# EXERCISE
Report how many lines below contain the word "State", giving the number and no other words.

# DATA TO PROCESS
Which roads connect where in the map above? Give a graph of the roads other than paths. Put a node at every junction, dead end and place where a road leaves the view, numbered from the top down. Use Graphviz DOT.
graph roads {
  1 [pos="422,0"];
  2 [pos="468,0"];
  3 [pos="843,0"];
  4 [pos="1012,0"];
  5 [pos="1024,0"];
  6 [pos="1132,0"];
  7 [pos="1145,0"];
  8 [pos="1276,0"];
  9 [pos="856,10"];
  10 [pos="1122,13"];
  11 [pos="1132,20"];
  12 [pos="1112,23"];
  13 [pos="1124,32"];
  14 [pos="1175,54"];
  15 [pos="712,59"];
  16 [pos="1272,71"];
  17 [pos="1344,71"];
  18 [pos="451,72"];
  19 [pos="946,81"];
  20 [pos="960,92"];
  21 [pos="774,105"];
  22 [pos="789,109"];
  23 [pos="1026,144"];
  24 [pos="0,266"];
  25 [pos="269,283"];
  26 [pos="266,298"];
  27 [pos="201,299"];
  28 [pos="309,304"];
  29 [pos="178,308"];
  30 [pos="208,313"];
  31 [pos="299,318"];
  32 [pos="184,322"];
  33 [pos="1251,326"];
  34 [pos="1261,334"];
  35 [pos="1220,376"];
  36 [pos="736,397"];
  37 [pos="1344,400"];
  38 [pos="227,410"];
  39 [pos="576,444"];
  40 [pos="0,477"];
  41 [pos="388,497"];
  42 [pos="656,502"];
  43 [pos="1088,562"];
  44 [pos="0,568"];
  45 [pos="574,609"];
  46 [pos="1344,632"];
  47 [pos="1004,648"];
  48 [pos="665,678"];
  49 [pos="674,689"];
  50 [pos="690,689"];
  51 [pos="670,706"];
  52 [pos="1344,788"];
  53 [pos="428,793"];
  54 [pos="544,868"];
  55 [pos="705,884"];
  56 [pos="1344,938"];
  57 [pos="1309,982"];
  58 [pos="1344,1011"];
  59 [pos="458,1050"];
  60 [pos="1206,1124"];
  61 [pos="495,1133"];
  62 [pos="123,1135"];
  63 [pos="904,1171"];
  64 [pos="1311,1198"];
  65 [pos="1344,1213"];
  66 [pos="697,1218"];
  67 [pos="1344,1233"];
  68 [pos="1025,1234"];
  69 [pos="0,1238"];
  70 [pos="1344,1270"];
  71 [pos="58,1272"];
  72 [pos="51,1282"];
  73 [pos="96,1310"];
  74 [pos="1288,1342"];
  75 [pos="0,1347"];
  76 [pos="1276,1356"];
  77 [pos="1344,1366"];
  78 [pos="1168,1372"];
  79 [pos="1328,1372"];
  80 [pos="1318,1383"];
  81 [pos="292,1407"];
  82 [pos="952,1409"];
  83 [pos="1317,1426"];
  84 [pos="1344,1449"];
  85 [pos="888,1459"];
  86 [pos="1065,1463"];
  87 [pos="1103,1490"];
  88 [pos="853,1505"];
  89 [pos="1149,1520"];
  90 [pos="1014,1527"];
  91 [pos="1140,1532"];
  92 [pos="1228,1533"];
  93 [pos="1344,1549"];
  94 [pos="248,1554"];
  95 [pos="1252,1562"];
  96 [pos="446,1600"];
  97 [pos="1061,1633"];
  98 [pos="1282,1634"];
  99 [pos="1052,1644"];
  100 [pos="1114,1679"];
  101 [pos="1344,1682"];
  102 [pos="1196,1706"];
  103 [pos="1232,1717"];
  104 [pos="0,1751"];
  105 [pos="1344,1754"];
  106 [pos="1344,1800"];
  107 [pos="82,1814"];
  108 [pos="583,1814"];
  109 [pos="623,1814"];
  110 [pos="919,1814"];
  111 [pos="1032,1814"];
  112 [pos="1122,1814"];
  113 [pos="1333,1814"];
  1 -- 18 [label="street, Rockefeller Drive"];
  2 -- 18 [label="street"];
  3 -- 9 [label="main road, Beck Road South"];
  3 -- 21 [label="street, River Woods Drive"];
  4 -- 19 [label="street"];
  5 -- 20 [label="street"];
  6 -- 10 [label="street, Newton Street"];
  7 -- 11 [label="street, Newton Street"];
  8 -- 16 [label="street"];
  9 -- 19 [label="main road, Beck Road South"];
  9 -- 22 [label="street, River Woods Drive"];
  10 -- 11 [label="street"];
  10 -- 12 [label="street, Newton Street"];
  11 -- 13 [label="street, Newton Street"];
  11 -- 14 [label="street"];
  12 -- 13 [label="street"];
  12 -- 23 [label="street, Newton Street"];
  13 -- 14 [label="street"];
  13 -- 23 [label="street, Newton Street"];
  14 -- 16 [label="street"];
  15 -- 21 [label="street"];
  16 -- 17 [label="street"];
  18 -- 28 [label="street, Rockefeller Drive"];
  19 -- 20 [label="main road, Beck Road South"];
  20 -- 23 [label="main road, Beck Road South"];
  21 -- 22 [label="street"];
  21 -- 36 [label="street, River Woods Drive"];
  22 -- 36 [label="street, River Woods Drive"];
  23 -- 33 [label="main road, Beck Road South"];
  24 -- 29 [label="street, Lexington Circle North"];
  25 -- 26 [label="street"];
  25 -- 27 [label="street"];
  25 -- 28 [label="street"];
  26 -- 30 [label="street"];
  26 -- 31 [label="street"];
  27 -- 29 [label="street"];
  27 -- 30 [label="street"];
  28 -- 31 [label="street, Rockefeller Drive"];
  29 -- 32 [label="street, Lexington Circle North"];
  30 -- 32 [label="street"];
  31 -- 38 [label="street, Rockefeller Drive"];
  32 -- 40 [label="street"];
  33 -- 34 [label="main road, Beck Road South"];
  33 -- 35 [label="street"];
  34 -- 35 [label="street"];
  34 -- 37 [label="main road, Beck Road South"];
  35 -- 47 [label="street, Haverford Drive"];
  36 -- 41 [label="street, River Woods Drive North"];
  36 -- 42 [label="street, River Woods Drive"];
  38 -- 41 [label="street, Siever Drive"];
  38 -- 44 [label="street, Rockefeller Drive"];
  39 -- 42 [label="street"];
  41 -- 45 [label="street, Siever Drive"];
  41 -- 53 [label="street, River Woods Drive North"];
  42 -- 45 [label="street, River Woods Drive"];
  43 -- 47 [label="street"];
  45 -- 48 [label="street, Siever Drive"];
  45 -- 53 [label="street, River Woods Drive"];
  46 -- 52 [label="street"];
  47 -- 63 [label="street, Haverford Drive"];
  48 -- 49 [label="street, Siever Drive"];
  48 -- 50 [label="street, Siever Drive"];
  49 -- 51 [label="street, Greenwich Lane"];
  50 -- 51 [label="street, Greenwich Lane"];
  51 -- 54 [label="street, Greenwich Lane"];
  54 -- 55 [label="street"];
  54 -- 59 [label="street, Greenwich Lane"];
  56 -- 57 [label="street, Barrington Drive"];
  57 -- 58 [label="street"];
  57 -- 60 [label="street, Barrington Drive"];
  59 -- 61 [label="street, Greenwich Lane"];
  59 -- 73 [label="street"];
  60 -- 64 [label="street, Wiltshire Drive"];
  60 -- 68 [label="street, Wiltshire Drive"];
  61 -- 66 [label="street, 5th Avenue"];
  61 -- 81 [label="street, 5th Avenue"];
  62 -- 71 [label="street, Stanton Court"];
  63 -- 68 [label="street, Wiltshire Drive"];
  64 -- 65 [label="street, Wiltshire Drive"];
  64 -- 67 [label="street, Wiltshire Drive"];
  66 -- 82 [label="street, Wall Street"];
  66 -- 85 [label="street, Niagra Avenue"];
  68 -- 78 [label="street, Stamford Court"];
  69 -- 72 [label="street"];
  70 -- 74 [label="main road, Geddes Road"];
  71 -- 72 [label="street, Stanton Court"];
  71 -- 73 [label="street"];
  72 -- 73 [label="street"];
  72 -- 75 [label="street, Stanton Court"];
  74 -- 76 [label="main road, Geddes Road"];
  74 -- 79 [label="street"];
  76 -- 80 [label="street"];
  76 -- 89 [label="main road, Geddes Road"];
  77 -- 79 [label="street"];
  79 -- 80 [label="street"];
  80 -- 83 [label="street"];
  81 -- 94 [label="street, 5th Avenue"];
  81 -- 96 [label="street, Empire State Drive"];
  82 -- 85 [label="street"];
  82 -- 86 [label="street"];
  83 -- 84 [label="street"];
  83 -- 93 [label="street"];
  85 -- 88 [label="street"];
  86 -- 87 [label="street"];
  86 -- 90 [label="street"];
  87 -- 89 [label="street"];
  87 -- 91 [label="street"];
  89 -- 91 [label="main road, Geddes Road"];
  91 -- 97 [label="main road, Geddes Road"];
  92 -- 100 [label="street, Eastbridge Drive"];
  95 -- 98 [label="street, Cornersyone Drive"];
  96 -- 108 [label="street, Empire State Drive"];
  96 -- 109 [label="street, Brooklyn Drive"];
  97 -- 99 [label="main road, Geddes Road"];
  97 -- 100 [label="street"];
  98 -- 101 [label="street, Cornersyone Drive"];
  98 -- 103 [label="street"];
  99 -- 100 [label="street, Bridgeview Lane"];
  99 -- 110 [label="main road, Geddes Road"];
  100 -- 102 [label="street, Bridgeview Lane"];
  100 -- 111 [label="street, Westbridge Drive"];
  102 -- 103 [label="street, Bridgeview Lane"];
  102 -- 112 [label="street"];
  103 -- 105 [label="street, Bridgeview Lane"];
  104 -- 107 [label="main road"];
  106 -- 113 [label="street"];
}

# RESULT OF THE EXERCISE
2